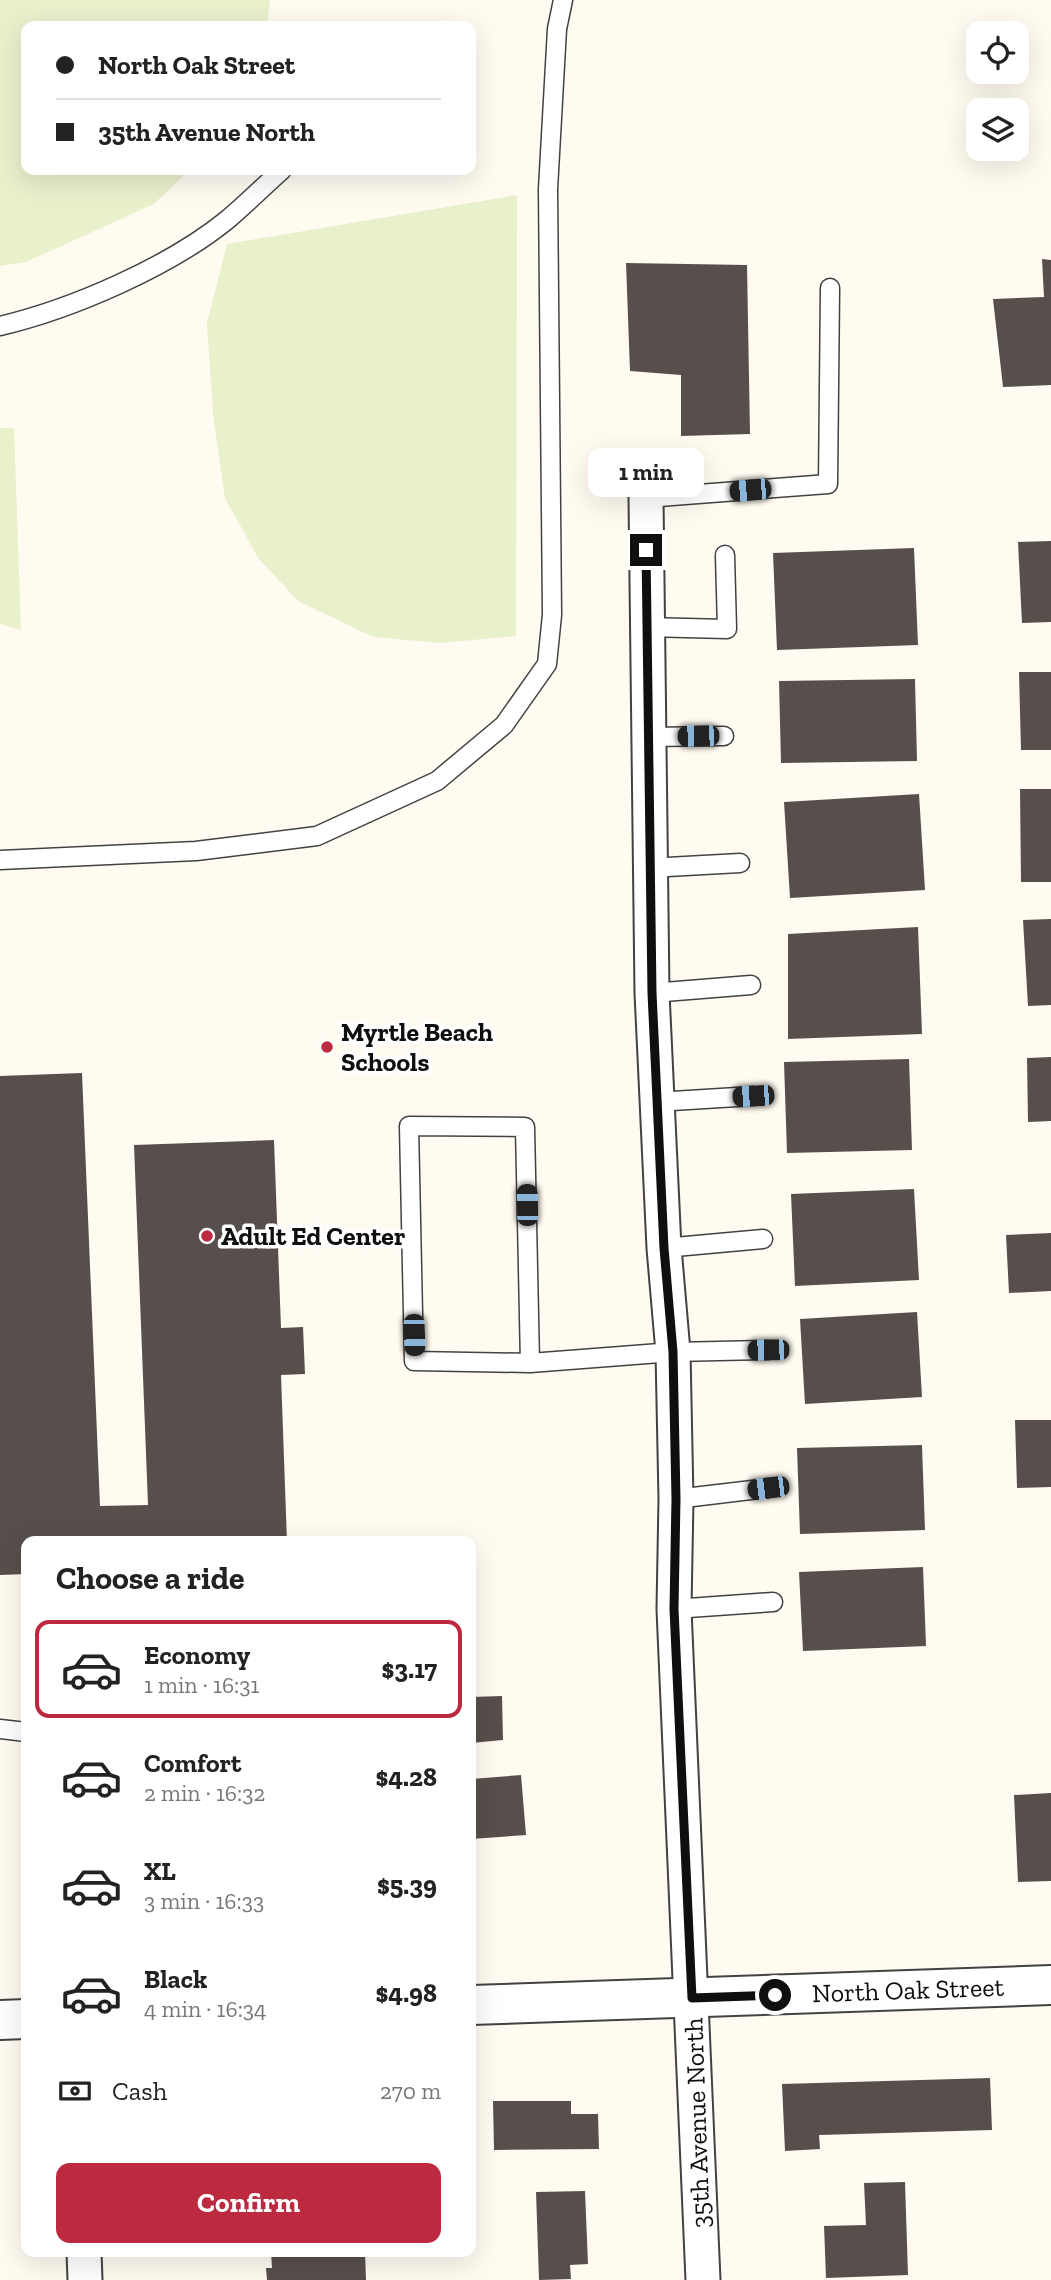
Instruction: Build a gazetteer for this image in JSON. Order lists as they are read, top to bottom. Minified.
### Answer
{"streets":{"street":["North Oak Street","35th Avenue North"]},"crossings":[["North Oak Street","35th Avenue North"]],"places":["Myrtle Beach Schools","Adult Ed Center"],"page":{"banner":["North Oak Street","35th Avenue North"],"bubble":"1 min","heading":"Choose a ride","list":[{"name":"Economy","note":"1 min · 16:31","value":"$3.17"},{"name":"Comfort","note":"2 min · 16:32","value":"$4.28"},{"name":"XL","note":"3 min · 16:33","value":"$5.39"},{"name":"Black","note":"4 min · 16:34","value":"$4.98"}],"pay":["Cash","270 m"],"buttons":"Confirm"}}
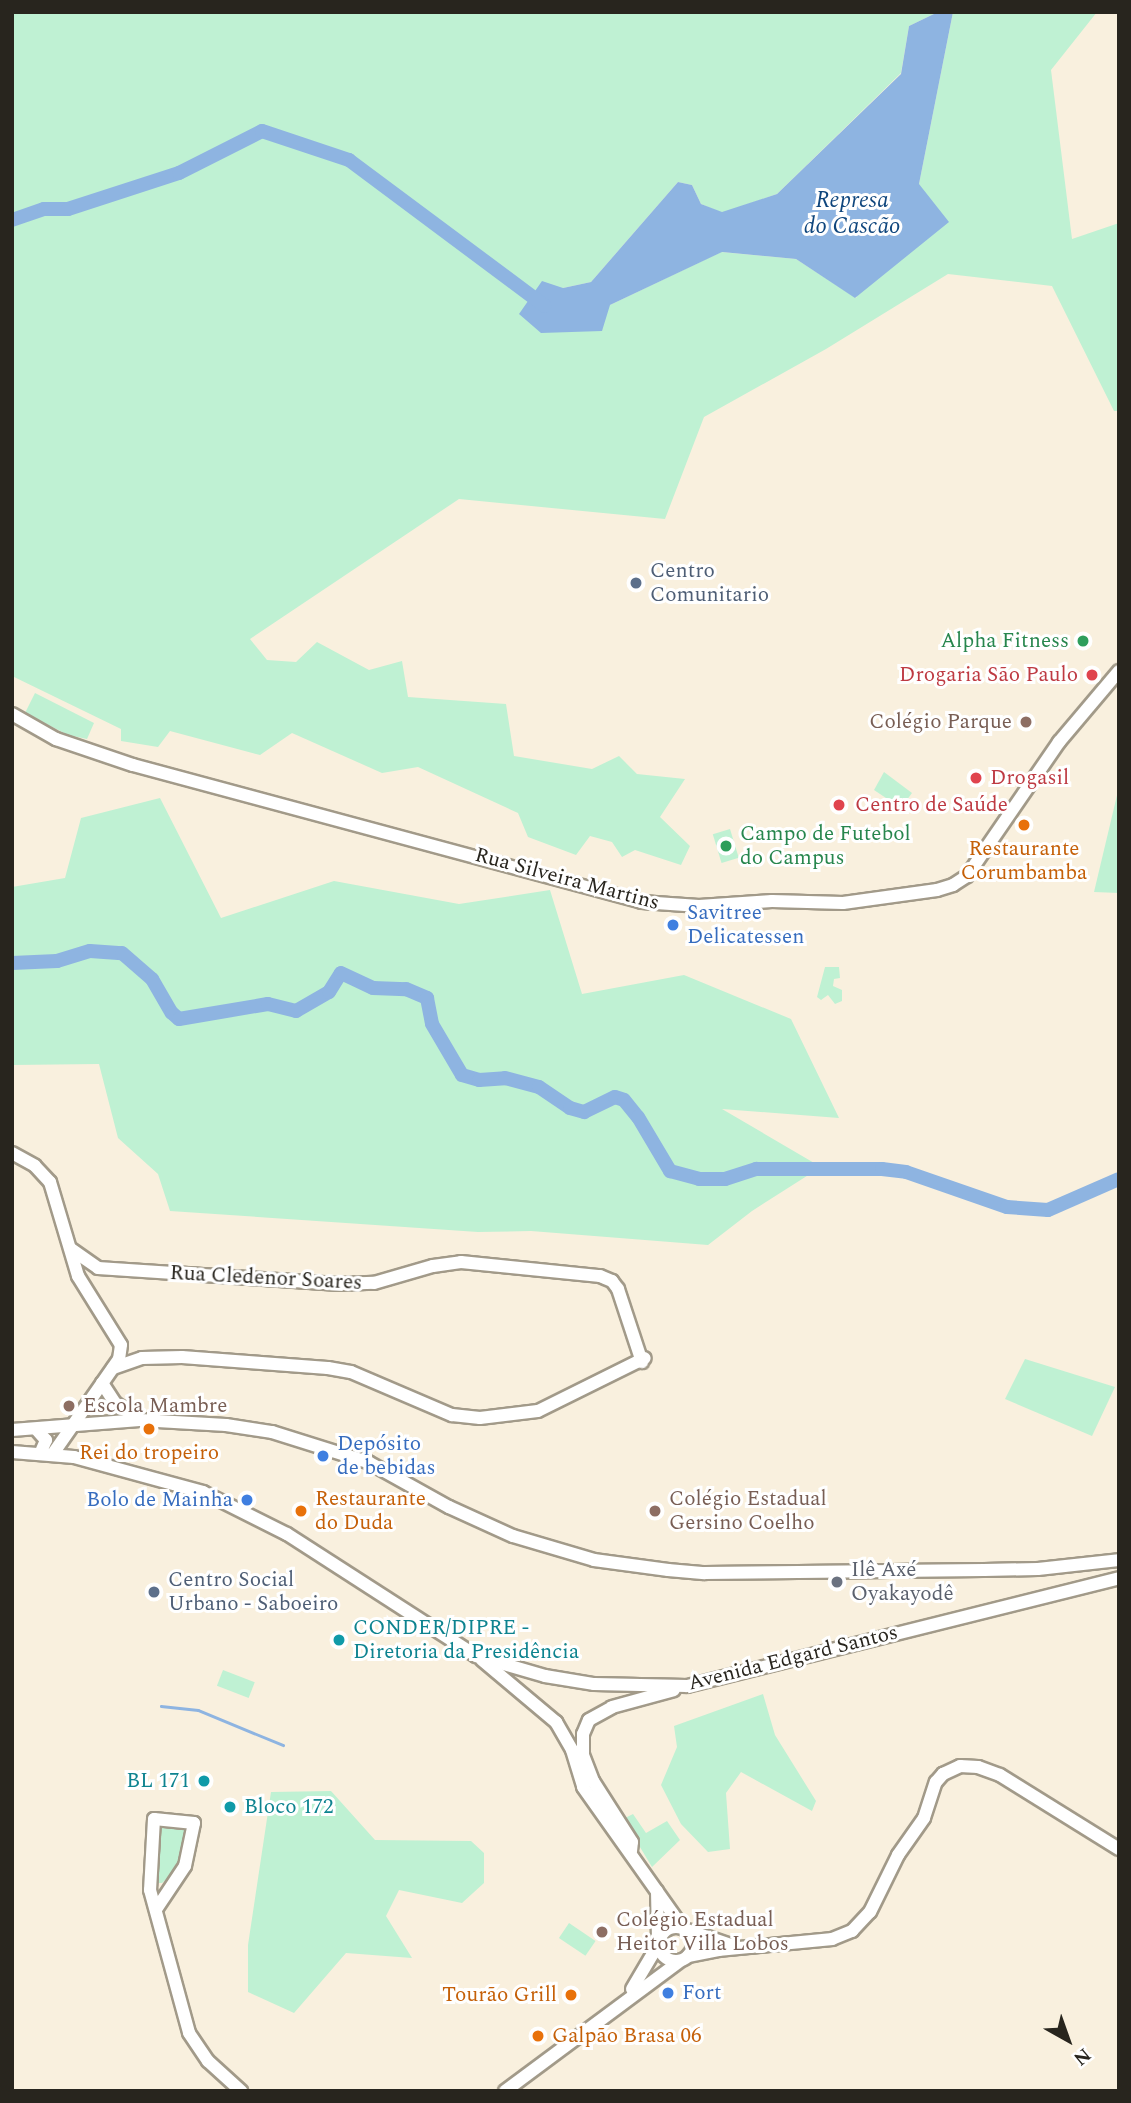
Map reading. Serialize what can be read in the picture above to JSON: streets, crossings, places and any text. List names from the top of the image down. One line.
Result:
{"streets":{"main road":["Rua Silveira Martins","Rua Cledenor Soares","Avenida Edgard Santos"]},"water":["Represa do Cascão"],"places":["Centro Comunitario","Alpha Fitness","Drogaria São Paulo","Colégio Parque","Drogasil","Centro de Saúde","Restaurante Corumbamba","Campo de Futebol do Campus","Savitree Delicatessen","Escola Mambre","Rei do tropeiro","Depósito de bebidas","Bolo de Mainha","Restaurante do Duda","Colégio Estadual Gersino Coelho","Ilê Axé Oyakayodê","Centro Social Urbano - Saboeiro","CONDER/DIPRE - Diretoria da Presidência","BL 171","Bloco 172","Colégio Estadual Heitor Villa Lobos","Fort","Tourão Grill","Galpão Brasa 06"],"north":"bottom right"}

**Exercise description:** Everything from the top line of the data down to and including the line with "Map reading. Serialize" is to be copied, except the pictures.

**Task answer:**
Instruction: Build a gazetteer for this image in JSON. Order lists as they are read, top to bottom. Minified.
### Answer
{"streets":{"street":["North Oak Street","35th Avenue North"]},"crossings":[["North Oak Street","35th Avenue North"]],"places":["Myrtle Beach Schools","Adult Ed Center"],"page":{"banner":["North Oak Street","35th Avenue North"],"bubble":"1 min","heading":"Choose a ride","list":[{"name":"Economy","note":"1 min · 16:31","value":"$3.17"},{"name":"Comfort","note":"2 min · 16:32","value":"$4.28"},{"name":"XL","note":"3 min · 16:33","value":"$5.39"},{"name":"Black","note":"4 min · 16:34","value":"$4.98"}],"pay":["Cash","270 m"],"buttons":"Confirm"}}
Map reading. Serialize what can be read in the picture above to JSON: streets, crossings, places and any text. List names from the top of the image down. One line.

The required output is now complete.